Another week of restrained price action for crude oil, with the December futures contract closing at $103.84 per barrel, up just over $1.40 per barrel from Monday’s opening price. From a technical perspective the short term pattern seems set, with the commodity continuing to trade in congestion, moving between the $110 per barrel region to the upside and $101 per barrel to the downside, with this latter area now becoming key. It was tested twice this week, but held firm on both occasions, and clearly defines the support region in the short term. Any failure here will open the way for a breach of the psychological $100 per barrel and the next logical level at $97 per barrel.

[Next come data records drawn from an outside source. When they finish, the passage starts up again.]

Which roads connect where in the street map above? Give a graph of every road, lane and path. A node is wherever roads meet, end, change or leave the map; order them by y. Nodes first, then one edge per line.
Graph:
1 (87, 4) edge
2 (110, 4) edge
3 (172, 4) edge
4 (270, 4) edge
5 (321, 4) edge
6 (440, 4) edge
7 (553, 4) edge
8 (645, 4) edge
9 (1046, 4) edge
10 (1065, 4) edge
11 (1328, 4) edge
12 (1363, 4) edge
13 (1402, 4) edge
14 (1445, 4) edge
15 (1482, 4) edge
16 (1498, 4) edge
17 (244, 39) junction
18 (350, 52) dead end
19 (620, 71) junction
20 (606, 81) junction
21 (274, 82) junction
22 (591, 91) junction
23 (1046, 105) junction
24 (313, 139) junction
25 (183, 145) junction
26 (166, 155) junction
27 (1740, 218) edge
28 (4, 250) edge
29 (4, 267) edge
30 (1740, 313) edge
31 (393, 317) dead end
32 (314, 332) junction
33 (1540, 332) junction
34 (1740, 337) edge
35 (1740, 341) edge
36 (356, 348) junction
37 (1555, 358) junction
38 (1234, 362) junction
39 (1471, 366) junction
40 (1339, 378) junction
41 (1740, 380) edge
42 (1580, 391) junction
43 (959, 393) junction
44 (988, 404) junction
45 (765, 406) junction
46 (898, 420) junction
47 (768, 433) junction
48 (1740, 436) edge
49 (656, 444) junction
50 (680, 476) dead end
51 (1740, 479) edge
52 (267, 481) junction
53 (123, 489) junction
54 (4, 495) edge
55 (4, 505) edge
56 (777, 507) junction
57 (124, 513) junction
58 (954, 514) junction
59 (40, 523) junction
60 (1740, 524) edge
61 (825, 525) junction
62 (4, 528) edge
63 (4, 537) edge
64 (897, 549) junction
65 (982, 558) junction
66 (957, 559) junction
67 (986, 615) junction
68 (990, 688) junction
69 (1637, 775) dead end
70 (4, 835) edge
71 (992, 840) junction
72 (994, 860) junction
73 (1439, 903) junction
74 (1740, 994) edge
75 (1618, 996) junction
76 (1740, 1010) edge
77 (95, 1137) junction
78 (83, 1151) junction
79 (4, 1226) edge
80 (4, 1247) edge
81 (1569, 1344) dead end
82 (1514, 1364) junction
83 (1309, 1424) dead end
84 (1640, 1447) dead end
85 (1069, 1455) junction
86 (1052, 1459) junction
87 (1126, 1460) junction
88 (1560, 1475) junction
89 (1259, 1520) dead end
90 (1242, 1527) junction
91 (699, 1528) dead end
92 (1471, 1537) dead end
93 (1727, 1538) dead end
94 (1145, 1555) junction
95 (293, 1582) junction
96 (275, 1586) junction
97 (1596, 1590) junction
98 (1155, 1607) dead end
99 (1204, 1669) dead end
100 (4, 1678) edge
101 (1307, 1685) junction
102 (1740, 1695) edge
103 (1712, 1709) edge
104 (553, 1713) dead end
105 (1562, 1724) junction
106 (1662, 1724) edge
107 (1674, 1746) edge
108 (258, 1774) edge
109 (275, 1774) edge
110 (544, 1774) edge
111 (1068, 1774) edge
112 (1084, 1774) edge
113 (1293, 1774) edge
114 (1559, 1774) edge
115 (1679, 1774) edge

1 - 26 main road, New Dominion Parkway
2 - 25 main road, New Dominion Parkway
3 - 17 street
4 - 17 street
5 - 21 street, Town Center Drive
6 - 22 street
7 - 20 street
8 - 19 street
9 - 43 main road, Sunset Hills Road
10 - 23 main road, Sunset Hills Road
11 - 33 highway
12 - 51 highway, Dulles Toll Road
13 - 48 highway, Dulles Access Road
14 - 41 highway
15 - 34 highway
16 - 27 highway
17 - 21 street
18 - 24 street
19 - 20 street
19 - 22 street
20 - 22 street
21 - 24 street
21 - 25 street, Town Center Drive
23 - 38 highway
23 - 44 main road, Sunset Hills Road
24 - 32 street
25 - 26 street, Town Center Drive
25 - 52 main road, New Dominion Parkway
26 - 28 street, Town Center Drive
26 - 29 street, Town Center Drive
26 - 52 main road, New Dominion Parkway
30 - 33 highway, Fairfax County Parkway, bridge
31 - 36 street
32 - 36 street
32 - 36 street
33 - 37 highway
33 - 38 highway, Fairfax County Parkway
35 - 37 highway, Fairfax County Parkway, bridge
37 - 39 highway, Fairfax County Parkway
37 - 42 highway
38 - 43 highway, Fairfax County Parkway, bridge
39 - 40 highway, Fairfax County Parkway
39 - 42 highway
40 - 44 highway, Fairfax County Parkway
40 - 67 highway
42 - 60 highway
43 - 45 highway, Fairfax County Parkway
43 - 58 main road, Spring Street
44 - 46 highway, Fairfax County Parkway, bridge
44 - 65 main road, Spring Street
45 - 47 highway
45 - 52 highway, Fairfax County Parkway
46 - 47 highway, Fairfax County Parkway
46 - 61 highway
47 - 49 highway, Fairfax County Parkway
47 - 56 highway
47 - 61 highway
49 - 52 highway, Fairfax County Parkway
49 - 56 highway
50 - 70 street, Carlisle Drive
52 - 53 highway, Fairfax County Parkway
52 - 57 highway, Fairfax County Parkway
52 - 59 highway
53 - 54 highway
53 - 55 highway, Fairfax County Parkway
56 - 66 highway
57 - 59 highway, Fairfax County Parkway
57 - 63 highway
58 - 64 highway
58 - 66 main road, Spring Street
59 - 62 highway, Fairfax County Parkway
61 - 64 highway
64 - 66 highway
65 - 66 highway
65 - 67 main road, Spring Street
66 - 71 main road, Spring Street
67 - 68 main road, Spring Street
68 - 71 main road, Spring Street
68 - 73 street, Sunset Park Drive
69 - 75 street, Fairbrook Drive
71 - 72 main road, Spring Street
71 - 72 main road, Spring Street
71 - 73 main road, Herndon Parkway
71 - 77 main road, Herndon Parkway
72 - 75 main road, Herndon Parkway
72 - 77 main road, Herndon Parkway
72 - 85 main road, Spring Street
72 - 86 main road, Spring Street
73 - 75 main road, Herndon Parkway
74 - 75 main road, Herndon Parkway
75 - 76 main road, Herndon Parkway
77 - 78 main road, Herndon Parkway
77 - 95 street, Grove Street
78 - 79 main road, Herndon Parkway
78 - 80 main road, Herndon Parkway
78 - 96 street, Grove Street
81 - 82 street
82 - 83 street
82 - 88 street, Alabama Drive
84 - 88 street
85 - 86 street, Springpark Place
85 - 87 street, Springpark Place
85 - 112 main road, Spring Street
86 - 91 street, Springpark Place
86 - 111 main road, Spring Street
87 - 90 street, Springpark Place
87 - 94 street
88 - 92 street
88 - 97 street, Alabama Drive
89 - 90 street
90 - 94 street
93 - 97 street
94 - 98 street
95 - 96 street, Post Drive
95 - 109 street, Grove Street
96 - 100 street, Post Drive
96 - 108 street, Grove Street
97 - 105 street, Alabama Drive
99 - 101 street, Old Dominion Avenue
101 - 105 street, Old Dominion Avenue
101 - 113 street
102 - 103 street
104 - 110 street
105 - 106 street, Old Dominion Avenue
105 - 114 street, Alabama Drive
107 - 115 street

Indeed with the increasingly well developed volume at price congestion regions now building overhead, the short term outlook for oil remains bearish, and for any recovery higher to be sustained, will need to be associated with strong and rising volume. The response to Wednesday’s wide spread up candle was muted, with the market opening gapped down this morning. It is perhaps a sign of the unpredictable times, that Wednesday’s oil stats, which registered a big build in inventories, saw oil spike higher.
Even the events in Syria seem to have lost their impact, and with virtually all markets now pausing and waiting for an agreement on the debt ceiling, the revised NFP and the ongoing Fed taper decision, all we can hope for is ‘normal service’ to be resumed at some point soon.